§ **Work task**
Return every line from the records below that has the word "Court".

(Saved data entries)
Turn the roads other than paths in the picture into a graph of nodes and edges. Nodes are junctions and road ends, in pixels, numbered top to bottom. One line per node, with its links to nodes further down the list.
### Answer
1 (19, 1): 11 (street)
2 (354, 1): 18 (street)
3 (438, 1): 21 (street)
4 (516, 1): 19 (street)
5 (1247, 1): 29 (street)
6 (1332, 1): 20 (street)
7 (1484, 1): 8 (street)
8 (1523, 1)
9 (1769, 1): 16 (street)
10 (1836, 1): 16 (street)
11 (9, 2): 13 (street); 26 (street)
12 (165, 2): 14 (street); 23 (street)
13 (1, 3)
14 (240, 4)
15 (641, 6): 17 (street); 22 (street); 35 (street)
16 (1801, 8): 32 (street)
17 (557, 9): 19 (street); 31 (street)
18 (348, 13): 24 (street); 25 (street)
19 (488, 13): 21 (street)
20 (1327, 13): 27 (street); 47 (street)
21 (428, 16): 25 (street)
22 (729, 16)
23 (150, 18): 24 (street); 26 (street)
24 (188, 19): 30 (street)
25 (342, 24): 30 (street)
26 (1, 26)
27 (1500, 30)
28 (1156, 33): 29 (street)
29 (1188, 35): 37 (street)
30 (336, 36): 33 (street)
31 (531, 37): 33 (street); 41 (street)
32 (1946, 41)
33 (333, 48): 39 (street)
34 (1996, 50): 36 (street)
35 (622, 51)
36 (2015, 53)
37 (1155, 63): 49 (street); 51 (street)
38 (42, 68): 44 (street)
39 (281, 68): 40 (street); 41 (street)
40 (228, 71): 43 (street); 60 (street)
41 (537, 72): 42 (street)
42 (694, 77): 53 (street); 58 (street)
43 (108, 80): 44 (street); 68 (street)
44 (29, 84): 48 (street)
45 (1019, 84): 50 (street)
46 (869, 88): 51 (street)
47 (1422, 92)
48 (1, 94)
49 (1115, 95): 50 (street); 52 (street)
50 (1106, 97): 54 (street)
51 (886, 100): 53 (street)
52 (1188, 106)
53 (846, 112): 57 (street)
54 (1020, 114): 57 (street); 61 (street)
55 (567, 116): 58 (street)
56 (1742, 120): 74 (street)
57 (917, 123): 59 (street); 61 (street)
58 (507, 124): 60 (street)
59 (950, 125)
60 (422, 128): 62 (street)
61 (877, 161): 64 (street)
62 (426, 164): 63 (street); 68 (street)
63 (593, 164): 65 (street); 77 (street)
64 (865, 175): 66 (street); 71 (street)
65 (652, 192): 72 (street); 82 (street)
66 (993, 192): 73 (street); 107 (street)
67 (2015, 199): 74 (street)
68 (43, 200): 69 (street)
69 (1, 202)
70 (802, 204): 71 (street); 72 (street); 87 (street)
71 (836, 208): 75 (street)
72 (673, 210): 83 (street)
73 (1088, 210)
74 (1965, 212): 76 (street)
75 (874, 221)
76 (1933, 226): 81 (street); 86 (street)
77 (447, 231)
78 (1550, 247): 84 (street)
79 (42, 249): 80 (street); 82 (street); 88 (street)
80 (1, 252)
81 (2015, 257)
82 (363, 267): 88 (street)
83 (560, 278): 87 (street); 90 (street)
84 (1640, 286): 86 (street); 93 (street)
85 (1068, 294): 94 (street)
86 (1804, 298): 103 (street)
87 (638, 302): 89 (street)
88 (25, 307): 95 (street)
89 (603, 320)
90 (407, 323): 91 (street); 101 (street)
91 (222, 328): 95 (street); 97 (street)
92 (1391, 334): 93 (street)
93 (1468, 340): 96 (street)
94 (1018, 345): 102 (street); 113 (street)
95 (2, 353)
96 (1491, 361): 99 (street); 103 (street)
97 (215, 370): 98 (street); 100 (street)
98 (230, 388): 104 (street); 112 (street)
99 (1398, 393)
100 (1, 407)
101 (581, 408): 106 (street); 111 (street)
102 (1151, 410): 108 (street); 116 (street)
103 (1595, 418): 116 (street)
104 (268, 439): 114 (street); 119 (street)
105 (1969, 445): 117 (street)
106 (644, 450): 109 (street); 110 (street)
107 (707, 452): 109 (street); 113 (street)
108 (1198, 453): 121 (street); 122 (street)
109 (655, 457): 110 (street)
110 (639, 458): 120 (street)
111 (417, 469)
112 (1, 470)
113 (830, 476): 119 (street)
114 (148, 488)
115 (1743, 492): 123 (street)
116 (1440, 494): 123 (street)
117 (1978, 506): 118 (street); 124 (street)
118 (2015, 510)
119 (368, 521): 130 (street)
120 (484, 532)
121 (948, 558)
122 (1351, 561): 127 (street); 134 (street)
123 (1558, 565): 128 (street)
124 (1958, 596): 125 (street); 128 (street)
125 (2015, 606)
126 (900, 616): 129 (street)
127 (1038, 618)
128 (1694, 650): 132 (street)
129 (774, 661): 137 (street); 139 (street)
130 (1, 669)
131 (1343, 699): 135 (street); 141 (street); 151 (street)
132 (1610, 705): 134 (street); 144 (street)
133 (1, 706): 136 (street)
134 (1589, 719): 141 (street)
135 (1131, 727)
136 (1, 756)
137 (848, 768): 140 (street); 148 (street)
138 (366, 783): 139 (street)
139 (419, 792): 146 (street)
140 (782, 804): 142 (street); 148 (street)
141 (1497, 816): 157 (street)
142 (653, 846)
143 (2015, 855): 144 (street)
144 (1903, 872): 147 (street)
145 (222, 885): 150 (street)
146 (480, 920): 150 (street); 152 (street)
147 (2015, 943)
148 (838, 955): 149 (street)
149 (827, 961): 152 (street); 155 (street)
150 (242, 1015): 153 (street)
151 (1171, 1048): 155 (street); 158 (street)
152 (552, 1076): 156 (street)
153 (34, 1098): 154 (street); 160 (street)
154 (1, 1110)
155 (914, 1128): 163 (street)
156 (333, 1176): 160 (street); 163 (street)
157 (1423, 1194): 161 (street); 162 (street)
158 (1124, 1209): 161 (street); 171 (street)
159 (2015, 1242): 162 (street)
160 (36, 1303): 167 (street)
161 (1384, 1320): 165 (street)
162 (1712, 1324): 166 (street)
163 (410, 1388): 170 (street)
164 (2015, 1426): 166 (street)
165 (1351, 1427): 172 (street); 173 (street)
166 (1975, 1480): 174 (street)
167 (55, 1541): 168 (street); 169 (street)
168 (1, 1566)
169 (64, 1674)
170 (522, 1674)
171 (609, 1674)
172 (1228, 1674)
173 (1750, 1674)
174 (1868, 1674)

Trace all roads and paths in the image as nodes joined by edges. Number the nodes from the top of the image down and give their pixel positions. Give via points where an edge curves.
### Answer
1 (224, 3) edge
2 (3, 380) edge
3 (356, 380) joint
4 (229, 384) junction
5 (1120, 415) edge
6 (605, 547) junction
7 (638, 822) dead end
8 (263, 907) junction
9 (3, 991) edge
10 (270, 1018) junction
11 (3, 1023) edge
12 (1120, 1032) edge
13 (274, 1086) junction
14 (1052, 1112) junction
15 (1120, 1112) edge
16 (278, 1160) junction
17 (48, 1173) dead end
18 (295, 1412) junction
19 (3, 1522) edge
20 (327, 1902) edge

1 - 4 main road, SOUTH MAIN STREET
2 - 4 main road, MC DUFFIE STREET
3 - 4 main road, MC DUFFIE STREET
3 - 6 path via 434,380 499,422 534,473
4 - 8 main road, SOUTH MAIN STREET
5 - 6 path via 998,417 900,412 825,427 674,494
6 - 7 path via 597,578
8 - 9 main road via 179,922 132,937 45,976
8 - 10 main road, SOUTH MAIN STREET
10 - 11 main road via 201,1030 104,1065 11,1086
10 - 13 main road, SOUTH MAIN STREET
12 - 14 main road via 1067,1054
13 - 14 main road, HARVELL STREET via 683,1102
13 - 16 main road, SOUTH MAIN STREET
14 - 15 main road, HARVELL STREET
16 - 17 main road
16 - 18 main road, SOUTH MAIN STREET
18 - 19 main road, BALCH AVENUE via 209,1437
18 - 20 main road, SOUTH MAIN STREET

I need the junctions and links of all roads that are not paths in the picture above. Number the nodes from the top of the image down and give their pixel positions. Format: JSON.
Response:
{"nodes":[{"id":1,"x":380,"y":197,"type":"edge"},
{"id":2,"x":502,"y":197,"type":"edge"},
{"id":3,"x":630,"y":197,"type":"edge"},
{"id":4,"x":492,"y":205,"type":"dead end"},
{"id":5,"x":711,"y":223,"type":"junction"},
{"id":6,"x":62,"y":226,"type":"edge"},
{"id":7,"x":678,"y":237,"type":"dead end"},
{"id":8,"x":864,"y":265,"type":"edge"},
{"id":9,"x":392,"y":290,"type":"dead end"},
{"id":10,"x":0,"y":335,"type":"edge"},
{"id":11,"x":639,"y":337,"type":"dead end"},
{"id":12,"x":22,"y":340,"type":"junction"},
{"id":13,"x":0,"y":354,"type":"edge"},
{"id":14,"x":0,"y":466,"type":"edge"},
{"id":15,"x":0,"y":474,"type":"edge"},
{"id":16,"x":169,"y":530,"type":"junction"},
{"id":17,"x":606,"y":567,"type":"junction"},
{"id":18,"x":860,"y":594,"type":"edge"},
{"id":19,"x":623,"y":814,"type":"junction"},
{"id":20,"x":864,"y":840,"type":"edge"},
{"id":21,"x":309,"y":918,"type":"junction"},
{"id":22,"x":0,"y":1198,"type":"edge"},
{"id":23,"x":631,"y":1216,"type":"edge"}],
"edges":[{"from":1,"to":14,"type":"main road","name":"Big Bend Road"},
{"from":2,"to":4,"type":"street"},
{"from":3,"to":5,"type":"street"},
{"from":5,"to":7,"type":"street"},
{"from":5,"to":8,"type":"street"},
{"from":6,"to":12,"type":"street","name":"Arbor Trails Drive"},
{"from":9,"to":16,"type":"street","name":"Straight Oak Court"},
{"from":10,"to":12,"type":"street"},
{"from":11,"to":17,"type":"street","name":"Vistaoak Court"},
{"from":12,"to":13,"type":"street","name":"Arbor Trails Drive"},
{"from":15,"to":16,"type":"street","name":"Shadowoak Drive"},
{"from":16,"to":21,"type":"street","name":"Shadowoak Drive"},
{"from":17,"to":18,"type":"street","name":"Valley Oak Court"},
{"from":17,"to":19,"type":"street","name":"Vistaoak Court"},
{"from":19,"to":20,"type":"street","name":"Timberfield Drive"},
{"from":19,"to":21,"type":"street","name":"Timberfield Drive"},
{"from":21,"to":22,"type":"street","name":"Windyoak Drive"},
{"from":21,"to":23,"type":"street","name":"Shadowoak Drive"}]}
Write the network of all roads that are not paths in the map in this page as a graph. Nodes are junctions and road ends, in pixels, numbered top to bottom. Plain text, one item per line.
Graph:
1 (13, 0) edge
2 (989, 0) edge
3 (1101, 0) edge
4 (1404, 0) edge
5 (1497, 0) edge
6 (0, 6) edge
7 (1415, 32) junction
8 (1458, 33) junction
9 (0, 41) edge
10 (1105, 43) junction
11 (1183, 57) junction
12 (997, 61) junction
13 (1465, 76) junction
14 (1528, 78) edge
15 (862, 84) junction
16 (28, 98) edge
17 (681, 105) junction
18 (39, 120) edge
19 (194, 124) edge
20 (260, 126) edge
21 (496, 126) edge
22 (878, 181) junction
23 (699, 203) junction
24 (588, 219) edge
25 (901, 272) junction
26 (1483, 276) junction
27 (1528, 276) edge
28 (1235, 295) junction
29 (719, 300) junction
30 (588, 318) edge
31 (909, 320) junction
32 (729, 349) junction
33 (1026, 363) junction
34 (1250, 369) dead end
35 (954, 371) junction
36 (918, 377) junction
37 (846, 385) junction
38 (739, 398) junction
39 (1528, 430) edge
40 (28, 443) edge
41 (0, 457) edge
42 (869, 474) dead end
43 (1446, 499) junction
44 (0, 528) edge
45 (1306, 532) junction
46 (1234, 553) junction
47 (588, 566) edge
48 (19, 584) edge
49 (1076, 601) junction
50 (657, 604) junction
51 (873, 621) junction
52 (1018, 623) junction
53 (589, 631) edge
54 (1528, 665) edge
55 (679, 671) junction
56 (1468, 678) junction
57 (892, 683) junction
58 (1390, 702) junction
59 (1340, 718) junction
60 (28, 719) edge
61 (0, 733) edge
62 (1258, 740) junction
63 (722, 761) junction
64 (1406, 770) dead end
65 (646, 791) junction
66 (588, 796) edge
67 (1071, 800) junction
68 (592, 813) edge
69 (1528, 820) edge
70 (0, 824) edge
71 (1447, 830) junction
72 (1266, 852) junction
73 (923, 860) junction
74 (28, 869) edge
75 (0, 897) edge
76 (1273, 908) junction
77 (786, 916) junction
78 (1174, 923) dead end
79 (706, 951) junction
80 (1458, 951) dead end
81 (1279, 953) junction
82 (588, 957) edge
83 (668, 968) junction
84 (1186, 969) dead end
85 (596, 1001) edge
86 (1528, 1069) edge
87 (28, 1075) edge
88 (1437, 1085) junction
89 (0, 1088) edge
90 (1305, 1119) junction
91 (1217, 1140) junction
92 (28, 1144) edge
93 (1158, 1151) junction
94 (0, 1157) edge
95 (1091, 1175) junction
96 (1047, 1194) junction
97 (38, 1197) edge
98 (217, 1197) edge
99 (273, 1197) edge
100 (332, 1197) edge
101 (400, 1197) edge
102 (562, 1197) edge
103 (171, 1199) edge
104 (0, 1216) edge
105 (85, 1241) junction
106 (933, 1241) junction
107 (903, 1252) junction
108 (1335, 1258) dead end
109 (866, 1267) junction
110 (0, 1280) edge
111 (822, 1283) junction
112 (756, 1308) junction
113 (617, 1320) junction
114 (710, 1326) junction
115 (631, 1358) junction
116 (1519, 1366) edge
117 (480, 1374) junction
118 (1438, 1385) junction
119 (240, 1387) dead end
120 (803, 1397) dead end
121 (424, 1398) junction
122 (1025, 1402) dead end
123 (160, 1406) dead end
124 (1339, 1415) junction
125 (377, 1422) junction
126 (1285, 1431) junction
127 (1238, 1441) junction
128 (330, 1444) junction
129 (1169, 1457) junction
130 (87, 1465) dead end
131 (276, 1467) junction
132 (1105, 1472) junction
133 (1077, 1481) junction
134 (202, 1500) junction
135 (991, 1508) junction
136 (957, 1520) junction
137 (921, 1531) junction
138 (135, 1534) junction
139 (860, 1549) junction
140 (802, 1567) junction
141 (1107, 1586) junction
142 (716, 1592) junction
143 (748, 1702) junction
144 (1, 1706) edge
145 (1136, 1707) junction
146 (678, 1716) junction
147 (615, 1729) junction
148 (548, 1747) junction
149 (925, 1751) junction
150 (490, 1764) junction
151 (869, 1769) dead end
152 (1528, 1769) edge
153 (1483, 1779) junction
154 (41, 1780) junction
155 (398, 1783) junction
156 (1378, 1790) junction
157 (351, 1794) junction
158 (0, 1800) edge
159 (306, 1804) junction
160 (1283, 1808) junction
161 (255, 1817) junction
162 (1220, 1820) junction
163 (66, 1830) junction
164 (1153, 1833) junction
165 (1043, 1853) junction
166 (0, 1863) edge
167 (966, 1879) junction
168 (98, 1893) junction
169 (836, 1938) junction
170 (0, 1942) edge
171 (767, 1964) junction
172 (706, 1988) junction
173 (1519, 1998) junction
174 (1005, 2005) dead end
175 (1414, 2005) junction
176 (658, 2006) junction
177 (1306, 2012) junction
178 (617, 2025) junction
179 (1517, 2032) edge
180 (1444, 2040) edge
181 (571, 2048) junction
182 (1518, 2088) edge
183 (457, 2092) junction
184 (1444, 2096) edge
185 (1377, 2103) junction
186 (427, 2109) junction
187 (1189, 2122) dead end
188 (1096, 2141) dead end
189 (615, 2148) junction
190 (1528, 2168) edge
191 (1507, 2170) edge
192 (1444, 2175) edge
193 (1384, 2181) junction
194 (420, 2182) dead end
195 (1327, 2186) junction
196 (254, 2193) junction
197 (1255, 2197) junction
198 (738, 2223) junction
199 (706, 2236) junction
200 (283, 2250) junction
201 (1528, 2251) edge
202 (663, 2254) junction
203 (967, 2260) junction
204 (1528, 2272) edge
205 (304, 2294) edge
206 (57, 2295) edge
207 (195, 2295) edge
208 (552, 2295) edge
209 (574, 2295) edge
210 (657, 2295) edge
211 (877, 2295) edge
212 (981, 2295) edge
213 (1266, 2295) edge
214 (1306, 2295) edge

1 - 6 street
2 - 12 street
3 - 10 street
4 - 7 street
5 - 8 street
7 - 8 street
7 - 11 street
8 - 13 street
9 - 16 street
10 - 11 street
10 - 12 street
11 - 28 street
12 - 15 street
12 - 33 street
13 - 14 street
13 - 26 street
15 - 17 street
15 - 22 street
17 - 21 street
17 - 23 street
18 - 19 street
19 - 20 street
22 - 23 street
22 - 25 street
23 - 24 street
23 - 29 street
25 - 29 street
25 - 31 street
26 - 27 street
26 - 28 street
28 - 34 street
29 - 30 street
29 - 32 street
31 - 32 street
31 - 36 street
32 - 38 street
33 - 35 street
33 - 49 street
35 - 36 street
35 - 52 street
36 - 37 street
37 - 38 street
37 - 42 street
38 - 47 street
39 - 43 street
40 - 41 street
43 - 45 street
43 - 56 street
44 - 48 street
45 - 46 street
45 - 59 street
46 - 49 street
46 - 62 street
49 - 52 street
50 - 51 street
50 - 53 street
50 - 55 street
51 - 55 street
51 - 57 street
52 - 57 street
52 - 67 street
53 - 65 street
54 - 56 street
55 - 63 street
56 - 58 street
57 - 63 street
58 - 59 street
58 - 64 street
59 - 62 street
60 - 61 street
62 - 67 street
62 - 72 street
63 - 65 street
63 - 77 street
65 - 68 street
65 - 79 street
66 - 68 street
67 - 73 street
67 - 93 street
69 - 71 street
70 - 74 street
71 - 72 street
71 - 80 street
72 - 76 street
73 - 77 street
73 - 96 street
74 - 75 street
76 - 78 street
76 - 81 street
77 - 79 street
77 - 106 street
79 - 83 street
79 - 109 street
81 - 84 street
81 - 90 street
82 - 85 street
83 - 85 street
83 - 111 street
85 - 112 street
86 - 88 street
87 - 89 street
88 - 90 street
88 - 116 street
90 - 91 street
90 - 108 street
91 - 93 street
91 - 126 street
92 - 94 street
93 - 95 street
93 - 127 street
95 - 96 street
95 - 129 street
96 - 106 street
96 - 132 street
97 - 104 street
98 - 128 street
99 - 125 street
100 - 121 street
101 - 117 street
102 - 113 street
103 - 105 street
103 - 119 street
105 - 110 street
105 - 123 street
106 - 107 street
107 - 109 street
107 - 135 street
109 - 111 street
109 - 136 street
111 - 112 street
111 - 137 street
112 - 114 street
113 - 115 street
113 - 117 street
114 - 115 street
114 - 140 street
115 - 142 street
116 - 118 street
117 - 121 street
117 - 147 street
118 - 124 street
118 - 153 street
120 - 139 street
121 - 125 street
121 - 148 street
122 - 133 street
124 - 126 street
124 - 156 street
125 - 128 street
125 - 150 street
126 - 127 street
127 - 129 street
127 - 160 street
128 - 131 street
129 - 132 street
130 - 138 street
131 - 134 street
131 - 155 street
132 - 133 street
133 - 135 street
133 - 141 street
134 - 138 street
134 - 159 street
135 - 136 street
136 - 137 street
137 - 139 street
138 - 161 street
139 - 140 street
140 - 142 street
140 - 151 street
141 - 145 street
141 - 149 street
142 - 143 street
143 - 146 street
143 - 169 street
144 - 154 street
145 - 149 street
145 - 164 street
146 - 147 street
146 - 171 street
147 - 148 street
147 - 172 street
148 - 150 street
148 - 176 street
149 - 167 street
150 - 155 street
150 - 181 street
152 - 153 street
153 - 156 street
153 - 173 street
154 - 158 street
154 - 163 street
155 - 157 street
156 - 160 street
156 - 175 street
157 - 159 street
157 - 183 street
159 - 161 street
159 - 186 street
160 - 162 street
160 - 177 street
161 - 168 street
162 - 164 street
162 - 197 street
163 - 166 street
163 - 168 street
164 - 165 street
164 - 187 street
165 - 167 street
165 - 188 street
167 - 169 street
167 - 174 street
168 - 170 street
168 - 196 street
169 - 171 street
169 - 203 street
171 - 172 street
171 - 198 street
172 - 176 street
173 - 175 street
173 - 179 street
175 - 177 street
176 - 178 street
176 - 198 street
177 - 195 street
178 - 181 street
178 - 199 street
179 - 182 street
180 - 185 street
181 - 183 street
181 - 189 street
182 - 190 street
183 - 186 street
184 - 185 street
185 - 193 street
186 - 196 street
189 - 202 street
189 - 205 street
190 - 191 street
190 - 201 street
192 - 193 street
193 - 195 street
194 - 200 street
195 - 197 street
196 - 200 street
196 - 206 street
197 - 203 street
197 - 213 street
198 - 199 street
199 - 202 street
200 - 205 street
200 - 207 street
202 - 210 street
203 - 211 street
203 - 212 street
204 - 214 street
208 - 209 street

§ **Reply to the exercise**
{"from":9,"to":16,"type":"street","name":"Straight Oak Court"},
{"from":11,"to":17,"type":"street","name":"Vistaoak Court"},
{"from":17,"to":18,"type":"street","name":"Valley Oak Court"},
{"from":17,"to":19,"type":"street","name":"Vistaoak Court"},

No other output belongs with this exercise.